Work to complete ->
Below, find each line holding "الصفا" and state how many there are, using the number alone.

Supplied material ->
--------------------------------

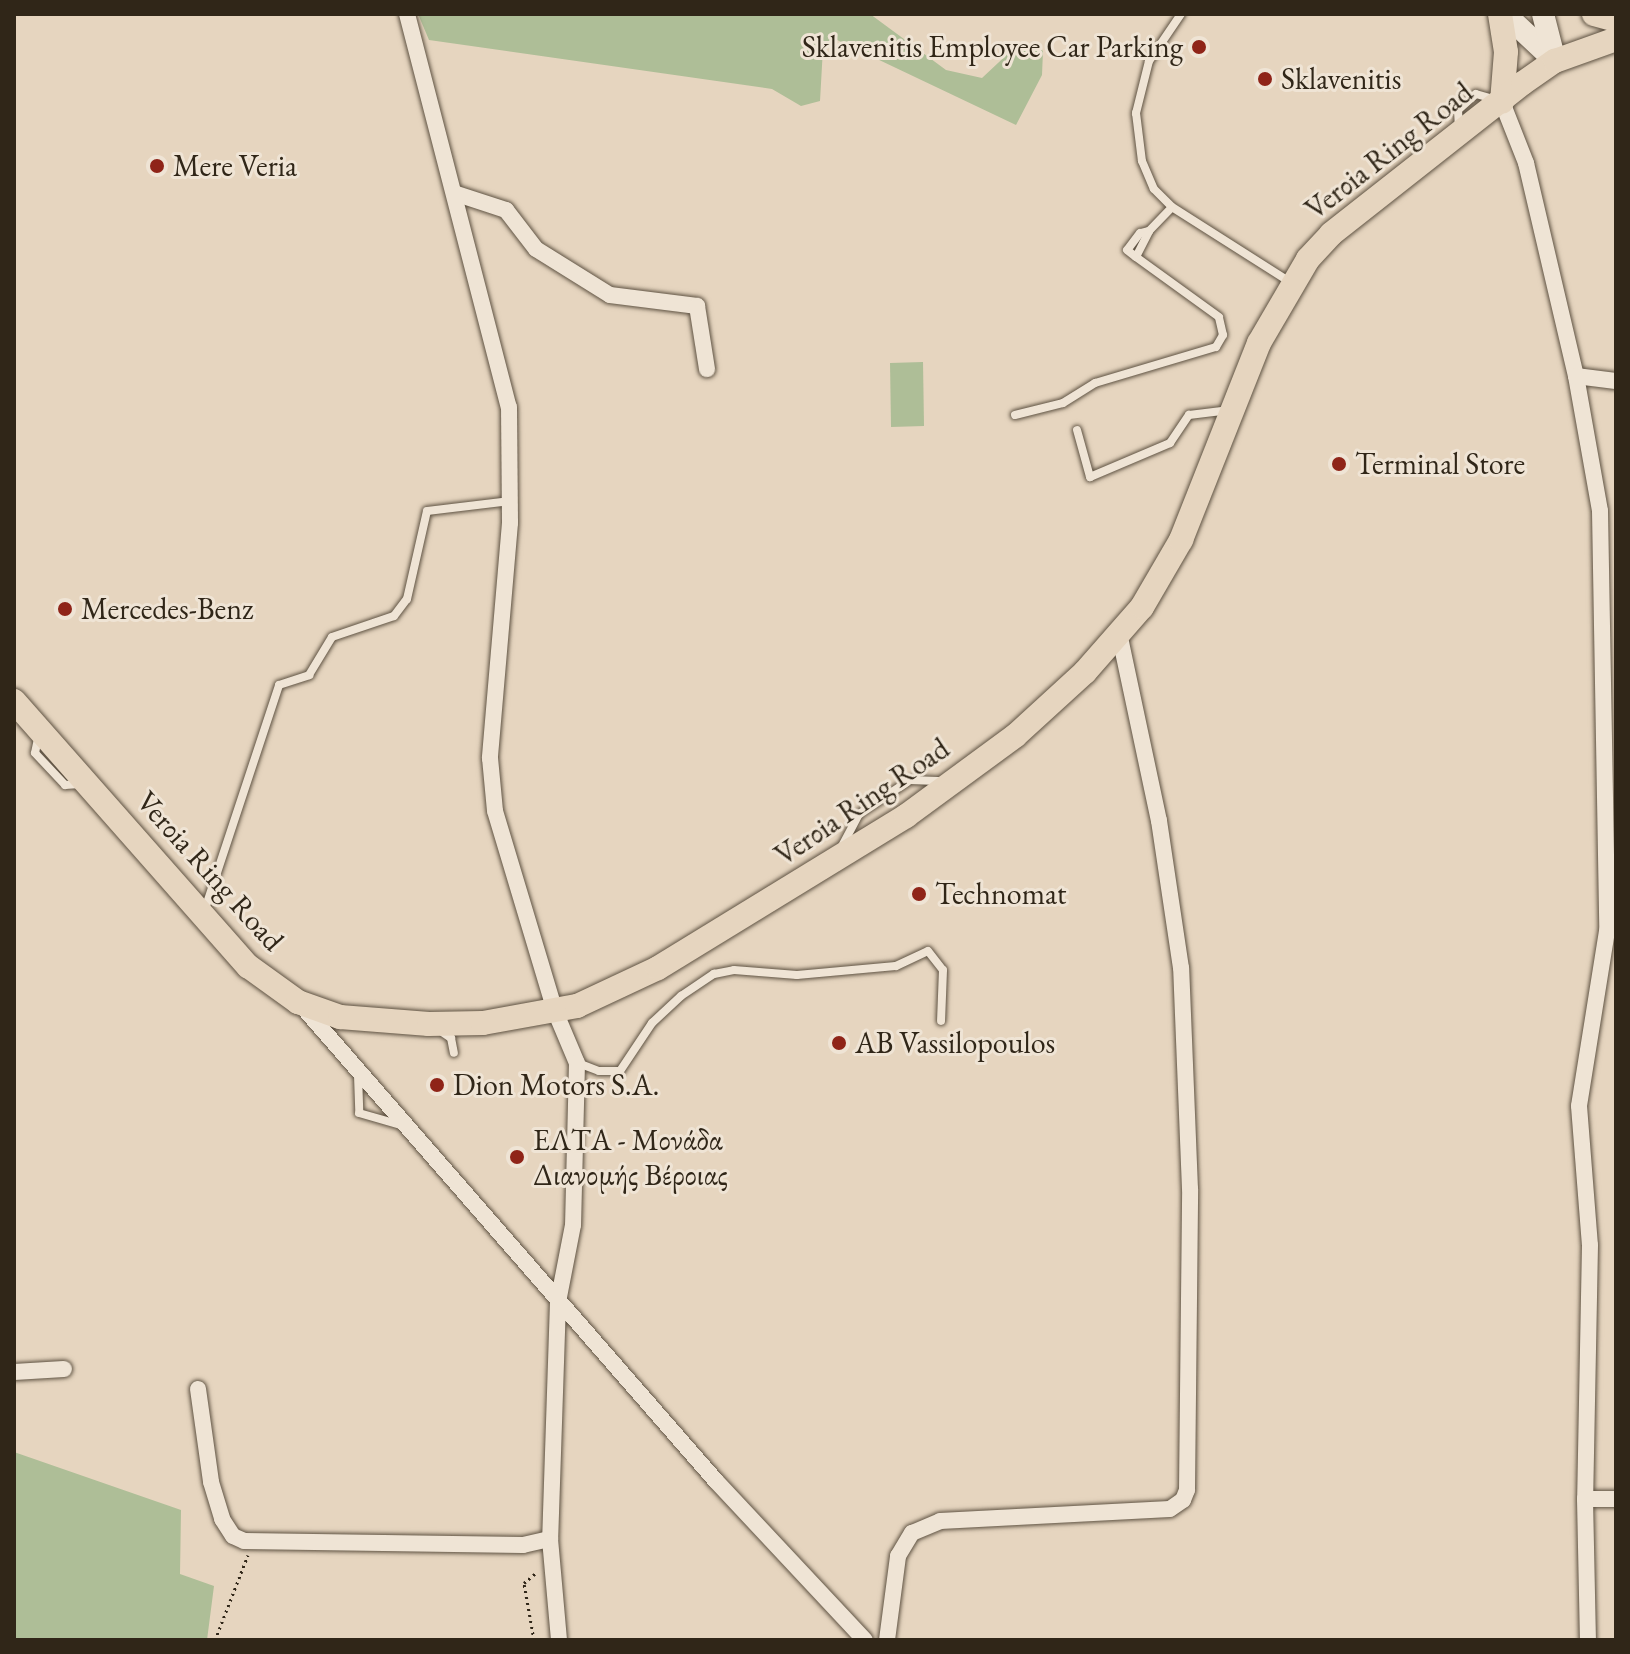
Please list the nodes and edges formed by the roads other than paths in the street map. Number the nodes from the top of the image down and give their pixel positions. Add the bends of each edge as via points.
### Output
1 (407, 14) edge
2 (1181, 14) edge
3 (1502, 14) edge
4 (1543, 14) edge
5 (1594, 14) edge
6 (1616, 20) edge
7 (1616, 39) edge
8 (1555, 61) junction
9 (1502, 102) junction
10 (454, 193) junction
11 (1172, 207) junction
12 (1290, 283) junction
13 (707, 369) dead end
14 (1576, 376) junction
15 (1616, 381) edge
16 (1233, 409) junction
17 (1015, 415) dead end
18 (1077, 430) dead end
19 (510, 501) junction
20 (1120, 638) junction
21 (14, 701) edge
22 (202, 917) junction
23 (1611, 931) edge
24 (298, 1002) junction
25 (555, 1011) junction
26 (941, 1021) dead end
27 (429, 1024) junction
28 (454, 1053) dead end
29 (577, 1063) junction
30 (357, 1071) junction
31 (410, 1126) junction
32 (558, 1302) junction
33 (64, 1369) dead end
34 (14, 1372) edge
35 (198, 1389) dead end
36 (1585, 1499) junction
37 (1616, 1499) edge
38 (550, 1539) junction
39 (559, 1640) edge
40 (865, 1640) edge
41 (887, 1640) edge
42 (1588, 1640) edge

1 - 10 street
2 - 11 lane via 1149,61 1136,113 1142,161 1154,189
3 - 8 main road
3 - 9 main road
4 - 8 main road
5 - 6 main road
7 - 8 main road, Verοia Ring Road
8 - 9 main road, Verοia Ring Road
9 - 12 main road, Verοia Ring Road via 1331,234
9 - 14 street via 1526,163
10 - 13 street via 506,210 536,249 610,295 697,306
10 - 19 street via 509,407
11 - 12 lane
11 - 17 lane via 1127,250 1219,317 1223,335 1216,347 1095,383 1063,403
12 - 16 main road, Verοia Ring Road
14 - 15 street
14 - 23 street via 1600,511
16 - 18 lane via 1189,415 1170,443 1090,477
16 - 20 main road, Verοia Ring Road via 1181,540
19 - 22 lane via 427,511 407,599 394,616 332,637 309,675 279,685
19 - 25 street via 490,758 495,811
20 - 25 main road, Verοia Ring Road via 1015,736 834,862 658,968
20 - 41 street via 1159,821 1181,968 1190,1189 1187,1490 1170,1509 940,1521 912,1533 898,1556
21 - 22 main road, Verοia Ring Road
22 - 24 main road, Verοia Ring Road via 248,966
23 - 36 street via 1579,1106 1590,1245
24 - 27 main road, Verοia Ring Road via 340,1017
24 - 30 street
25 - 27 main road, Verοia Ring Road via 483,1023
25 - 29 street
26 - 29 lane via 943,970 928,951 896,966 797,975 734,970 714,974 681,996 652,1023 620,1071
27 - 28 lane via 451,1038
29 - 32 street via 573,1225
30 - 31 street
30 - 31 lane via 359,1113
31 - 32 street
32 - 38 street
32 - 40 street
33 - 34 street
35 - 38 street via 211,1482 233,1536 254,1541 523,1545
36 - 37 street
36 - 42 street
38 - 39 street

--------------------------------

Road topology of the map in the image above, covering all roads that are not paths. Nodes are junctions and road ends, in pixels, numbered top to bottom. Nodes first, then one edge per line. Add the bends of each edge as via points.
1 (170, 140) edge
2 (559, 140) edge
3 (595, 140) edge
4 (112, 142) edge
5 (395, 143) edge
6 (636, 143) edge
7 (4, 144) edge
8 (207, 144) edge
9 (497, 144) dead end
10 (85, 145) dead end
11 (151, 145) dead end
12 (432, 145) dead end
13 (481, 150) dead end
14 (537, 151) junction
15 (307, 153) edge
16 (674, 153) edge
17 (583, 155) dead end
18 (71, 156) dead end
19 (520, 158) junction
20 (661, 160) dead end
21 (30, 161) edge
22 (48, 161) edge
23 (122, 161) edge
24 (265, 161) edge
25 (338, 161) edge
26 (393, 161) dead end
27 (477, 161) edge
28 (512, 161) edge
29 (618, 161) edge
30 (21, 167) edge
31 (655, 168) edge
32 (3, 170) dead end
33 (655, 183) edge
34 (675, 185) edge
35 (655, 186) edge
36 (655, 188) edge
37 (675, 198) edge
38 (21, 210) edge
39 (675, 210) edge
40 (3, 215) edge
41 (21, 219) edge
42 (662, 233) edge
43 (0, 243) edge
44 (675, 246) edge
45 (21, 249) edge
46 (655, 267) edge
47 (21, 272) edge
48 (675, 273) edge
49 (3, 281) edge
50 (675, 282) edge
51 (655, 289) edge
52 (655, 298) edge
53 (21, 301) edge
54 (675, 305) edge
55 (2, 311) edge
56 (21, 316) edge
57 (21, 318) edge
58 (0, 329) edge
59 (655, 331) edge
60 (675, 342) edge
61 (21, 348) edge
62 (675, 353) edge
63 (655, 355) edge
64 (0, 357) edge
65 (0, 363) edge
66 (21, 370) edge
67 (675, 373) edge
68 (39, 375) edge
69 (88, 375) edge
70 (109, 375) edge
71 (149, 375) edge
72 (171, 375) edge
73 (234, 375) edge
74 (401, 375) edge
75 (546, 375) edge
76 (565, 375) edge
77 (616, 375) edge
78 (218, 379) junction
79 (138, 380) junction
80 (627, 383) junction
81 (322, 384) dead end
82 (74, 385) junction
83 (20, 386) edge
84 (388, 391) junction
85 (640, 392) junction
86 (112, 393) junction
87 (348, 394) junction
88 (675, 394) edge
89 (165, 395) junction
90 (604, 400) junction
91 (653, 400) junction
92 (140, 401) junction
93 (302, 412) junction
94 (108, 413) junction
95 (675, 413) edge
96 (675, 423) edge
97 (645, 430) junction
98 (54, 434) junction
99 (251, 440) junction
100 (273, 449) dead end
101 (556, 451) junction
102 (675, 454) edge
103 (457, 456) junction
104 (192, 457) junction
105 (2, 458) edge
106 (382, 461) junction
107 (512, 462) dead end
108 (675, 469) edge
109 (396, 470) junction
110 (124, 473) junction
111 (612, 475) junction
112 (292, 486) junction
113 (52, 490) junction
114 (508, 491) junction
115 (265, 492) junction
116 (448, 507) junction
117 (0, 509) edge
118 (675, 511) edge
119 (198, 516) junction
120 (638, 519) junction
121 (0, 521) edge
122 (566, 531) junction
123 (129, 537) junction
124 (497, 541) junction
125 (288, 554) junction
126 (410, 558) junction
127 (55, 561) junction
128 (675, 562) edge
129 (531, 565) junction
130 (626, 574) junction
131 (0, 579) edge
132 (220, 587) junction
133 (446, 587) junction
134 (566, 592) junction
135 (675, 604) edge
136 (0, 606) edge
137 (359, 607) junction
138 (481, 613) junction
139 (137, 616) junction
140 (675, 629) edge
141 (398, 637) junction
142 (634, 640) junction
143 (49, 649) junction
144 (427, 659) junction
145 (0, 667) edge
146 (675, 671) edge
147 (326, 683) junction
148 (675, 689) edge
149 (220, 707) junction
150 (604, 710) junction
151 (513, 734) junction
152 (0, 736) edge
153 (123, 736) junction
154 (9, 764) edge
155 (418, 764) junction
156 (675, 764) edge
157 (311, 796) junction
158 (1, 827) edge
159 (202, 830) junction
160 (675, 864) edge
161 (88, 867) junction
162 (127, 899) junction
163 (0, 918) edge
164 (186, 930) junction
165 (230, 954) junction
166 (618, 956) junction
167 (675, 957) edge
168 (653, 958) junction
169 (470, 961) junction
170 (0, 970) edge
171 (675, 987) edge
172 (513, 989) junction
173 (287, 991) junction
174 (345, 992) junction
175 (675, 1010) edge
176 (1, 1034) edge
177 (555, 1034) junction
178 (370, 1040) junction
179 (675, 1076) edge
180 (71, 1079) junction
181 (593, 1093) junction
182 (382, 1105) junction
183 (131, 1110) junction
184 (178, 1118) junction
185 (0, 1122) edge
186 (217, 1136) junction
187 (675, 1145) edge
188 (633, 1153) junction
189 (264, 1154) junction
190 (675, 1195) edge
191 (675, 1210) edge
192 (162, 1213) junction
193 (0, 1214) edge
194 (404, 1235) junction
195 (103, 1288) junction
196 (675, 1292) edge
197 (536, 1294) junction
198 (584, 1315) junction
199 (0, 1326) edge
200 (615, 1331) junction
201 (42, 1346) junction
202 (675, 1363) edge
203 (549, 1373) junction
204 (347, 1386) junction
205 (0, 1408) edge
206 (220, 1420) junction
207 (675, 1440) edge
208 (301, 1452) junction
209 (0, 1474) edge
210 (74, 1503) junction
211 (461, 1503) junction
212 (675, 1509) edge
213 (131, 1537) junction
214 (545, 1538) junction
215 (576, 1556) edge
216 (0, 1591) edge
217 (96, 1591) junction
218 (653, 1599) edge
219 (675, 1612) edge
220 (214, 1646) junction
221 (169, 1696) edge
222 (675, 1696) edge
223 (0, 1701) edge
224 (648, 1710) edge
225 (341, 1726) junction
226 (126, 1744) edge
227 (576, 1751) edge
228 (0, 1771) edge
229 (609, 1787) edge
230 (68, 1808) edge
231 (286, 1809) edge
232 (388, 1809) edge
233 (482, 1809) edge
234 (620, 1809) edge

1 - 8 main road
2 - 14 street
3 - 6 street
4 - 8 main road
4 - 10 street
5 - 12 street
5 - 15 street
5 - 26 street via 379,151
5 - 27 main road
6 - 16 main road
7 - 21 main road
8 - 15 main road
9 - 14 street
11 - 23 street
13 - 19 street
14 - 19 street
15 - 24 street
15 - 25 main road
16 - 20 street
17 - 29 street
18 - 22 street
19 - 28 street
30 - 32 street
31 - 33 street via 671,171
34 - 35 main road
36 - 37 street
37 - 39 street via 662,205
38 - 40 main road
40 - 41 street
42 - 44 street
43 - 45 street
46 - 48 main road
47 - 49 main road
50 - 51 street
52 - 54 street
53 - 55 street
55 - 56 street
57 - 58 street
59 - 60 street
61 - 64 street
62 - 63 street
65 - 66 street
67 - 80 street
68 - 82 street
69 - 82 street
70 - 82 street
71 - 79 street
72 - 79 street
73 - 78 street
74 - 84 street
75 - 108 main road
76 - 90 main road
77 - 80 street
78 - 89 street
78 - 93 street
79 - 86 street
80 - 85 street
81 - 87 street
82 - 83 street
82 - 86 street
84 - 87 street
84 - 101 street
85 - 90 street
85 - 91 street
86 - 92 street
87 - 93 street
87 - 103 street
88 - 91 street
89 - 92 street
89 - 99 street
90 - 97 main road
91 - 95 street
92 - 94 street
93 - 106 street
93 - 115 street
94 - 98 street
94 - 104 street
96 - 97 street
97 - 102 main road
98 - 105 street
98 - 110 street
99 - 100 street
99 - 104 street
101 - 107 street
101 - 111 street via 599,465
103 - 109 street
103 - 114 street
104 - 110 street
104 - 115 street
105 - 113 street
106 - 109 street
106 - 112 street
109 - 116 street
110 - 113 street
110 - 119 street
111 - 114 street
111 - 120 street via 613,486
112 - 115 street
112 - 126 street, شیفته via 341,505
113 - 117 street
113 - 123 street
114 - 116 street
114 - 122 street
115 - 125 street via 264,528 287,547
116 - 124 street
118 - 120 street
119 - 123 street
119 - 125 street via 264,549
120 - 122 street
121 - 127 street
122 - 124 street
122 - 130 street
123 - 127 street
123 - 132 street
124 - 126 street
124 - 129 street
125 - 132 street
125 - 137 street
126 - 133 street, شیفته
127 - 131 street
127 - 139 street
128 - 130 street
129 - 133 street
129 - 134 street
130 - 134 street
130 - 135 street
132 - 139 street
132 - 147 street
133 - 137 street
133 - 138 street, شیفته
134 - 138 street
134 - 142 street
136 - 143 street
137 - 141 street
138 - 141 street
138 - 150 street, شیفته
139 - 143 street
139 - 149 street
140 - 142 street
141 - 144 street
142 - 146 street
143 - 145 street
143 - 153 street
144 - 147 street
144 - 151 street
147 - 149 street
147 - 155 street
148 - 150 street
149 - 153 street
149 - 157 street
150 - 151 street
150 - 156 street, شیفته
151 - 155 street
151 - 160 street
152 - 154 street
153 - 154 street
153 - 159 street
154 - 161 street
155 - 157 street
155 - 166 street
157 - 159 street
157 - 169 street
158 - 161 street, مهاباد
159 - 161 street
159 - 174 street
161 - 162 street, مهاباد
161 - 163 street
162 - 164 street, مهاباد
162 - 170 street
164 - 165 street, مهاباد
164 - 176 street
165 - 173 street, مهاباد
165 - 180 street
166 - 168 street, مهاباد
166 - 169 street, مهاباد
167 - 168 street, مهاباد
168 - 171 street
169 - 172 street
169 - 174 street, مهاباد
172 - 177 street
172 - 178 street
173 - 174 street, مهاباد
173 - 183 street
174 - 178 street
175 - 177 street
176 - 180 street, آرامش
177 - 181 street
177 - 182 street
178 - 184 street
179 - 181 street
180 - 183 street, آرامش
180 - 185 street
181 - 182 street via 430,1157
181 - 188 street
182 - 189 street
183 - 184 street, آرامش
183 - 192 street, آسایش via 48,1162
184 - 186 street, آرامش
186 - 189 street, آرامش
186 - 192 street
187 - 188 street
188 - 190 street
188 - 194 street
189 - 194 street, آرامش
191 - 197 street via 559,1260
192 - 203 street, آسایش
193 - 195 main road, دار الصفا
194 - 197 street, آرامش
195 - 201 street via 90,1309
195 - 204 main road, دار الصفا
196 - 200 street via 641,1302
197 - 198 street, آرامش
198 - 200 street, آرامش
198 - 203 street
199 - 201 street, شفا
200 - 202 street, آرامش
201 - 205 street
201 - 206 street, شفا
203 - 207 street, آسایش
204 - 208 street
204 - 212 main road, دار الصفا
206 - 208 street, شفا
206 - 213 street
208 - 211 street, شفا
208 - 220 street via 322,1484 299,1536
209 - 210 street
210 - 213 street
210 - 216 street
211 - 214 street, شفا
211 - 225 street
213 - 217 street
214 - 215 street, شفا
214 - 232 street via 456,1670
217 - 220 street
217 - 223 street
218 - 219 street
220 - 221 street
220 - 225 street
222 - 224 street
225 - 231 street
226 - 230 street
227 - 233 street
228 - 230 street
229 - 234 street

--------------------------------

Solution to the exercise ->
3